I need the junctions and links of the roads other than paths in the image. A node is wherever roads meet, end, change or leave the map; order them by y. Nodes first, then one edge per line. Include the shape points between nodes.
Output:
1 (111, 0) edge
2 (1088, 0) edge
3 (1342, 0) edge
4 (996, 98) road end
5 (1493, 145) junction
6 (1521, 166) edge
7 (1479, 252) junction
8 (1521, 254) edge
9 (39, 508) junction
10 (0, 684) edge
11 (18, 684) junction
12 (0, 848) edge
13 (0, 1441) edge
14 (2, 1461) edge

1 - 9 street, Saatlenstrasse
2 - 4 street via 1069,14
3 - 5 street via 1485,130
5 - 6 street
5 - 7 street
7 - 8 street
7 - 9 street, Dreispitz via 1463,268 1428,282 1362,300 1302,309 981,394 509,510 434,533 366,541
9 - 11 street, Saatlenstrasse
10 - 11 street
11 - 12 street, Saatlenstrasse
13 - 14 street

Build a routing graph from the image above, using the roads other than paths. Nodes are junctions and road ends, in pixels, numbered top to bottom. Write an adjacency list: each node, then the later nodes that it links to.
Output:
* * *
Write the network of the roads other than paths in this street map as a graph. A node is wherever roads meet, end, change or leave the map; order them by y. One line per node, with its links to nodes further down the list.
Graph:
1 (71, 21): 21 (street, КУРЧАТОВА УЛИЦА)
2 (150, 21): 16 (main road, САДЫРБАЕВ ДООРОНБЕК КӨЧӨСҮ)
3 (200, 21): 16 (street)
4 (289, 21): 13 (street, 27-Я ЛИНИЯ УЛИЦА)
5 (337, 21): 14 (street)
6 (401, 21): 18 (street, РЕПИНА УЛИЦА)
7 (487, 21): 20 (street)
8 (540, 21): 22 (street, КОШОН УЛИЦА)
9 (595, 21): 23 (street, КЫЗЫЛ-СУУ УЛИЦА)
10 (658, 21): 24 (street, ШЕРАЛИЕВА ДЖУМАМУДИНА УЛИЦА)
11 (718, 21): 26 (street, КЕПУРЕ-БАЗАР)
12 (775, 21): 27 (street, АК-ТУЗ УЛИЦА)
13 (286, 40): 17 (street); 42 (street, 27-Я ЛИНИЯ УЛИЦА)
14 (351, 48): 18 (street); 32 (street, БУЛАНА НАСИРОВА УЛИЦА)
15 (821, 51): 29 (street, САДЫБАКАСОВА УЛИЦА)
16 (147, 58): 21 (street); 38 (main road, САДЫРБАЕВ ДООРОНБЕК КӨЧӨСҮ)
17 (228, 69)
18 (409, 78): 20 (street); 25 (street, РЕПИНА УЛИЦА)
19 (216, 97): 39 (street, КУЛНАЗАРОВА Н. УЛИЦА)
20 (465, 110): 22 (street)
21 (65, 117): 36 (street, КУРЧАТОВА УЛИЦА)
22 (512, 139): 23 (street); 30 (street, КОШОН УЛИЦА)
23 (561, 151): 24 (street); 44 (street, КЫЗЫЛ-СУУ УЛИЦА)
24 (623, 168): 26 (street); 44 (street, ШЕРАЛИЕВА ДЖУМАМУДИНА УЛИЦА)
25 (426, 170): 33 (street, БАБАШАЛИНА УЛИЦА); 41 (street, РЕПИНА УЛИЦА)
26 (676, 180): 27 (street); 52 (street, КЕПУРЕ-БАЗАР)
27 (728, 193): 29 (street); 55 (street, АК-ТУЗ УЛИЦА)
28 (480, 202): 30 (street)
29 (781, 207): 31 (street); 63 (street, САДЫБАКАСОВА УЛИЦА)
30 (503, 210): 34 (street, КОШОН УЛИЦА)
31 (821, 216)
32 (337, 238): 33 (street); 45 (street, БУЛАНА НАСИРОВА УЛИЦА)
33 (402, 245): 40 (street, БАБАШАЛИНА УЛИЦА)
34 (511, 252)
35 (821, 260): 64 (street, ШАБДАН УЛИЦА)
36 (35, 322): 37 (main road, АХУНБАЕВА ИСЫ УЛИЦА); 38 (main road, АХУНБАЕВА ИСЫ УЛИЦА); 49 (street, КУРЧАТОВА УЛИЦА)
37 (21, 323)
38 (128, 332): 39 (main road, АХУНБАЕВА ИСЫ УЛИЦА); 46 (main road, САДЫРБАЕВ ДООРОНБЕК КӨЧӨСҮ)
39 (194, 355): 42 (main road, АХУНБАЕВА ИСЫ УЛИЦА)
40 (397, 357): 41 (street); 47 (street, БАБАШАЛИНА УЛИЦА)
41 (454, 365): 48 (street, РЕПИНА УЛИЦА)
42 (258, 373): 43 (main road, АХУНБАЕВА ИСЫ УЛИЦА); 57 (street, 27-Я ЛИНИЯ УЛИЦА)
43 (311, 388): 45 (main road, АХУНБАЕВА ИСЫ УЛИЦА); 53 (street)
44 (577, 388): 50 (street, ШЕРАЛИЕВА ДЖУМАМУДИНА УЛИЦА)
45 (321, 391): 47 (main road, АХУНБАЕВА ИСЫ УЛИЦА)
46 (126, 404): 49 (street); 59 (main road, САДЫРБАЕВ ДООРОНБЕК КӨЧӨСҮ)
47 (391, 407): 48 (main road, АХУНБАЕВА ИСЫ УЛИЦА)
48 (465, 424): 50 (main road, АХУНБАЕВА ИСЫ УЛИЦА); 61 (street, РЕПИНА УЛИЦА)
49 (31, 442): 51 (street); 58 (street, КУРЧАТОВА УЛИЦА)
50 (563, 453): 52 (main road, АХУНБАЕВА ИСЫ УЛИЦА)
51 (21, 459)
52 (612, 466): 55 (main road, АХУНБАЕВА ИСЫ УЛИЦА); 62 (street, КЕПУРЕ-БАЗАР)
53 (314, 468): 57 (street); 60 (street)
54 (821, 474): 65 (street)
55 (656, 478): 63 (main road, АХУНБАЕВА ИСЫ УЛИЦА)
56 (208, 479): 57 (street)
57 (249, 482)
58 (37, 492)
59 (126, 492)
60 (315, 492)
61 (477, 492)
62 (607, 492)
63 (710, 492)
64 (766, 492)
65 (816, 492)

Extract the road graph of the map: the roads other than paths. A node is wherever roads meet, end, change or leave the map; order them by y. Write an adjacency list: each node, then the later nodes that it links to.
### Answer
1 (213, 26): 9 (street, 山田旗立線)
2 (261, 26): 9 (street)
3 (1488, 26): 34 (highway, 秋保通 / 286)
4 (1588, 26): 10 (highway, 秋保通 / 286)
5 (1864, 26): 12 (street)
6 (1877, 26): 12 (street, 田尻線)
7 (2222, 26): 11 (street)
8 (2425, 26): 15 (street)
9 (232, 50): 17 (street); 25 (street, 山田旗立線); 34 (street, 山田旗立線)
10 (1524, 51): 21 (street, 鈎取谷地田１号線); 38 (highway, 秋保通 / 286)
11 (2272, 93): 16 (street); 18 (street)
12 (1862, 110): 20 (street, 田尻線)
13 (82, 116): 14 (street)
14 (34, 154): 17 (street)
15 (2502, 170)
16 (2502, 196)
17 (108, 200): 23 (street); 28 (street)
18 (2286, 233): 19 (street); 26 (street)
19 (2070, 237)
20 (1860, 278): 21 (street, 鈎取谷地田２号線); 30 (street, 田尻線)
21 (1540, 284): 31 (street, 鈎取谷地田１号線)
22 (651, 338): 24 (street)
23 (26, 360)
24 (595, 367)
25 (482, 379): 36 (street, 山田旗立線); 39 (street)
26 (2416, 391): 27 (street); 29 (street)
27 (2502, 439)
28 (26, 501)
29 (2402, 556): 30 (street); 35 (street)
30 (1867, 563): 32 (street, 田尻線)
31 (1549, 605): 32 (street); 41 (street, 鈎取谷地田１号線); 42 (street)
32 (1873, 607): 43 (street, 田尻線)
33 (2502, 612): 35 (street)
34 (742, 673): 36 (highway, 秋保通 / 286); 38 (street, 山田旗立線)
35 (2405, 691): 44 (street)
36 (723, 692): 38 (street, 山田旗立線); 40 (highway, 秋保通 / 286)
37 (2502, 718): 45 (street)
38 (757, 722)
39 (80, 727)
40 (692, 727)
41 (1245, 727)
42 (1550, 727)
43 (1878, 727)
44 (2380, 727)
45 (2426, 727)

> _Work to be completed_
Among the lines of the data above, count those holding "them" and state only the number.

> _Answer to this task_
3